Dopo aver visitato Bruxelles e le istituzioni europee, il presidente del Consiglio Giorgia Meloni ha fatto il suo debutto sulla scena internazionale al G20 di Bali. Un debutto nel solco di Mario Draghi e della sua agenda, fatta di atlantismo, appoggio all’Ucraina e distensione nei confronti della Turchia, con cui Meloni ha auspicato di “rafforzare le relazioni bilaterali”. D’altronde, la distensione verso Ankara è strumentale per gli obiettivi del nuovo governo: contrasto all’immigrazione illegale e all’aumento dei prezzi dell’energia. Due fenomeni che conducono alla Libia e indirettamente alla Turchia, la quale punta a rafforzare il ruolo di intermediario tra le fazioni di Tripoli, Misurata, Bengasi e Tobruk.

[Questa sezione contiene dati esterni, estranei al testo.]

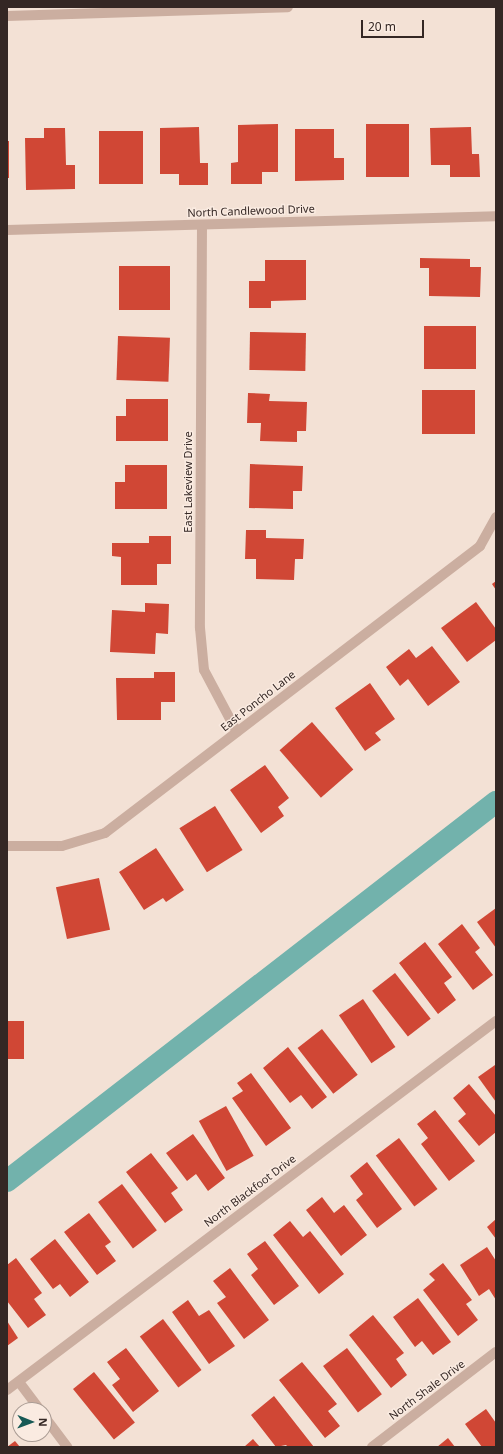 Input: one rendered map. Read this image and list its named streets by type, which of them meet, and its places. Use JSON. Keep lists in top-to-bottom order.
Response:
{
  "streets": {
    "street": [
      "North Candlewood Drive",
      "East Lakeview Drive",
      "East Poncho Lane",
      "North Blackfoot Drive",
      "North Shale Drive"
    ]
  },
  "crossings": [
    ["North Candlewood Drive", "East Lakeview Drive"],
    ["East Lakeview Drive", "East Poncho Lane"]
  ],
  "scale_bar": "20 m",
  "north": "right"
}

Il tutto con la benedizione dell’Italia, dal momento in cui l’Eni – a causa della precarietà politica della Libia – non estrae il petrolio e il gas di cui avrebbe bisogno. Inoltre, la stabilità nello Stato nordafricano porterebbe, negli auspici del governo Meloni, alla creazione di hotspot gestiti da Unione Europea e Libia e a una riduzione del fenomeno migratorio verso l’Italia. Un compromesso per cui Roma è pronta a chiudere entrambi gli occhi sulle azioni estere della Turchia, come le incursioni in Paesi stranieri (Siria), o le politiche repressive interne.
Corsi e ricorsi storici, direbbe Giambattista Vico osservando il dietrofront istituzionale che negli ultimi tempi sta affliggendo i presidenti del Consiglio italiani nei confronti delle relazioni con la Turchia. L’8 aprile 2021, durante una conferenza stampa, Mario Draghi definiva il presidente turco Recep Tayyip Erdoğan «un dittatore del quale abbiamo bisogno». Cinque mesi dopo la narrativa era completamente stravolta: una conversazione telefonica tra i due si era trasformata in un “fruttuoso e amichevole scambio di vedute”, con Roma e Ankara al centro di “eccellenti rapporti bilaterali”. In poco più di un anno, Italia e Turchia sono diventati «partner, amici, alleati», così come dimostrano i nove accordi siglati durante il vertice inter-governativo tenutosi ad Ankara nel luglio scorso. L’evoluzione draghiana in politica estera ha esteso i suoi confini all’esecutivo successivo, con Giorgia Meloni che ha ribadito la solidità dei rapporti bilaterali con la Turchia. L’ennesimo giro di valzer della politica italiana, dal momento che in passato l’attuale presidente del Consiglio si è più volte schierato contro Erdoğan e le sue azioni. «Negli ultimi anni, Erdoğan ha intensificato l’involuzione della Turchia in chiave islamista, ha messo l’Unione Europea sotto ricatto migratorio, ottenendo miliardi di euro per bloccare i flussi di profughi che arrivavano dalla Siria e dei migranti economici che arrivavano dall’Asia. Ha avviato una politica espansionista nel Medio Oriente e nel Mediterraneo […], ispirata a una visione neo ottomana», aveva dichiarato Meloni lo scorso anno. Ancor più marcata la giravolta nell’appoggio alla lotta della Turchia contro il “terrorismo” ovvero il termine con cui il governo turco chiama i curdi del PKK, alleati dell’Occidente in Siria. Ad ottobre 2019 Meloni ricordava che i curdi «hanno eroicamente combattuto contro ISIS» e che Erdogan ha pericolose «mire imperialiste». Motivazioni evidentemente troppo deboli per non cedere al richiamo del compromesso.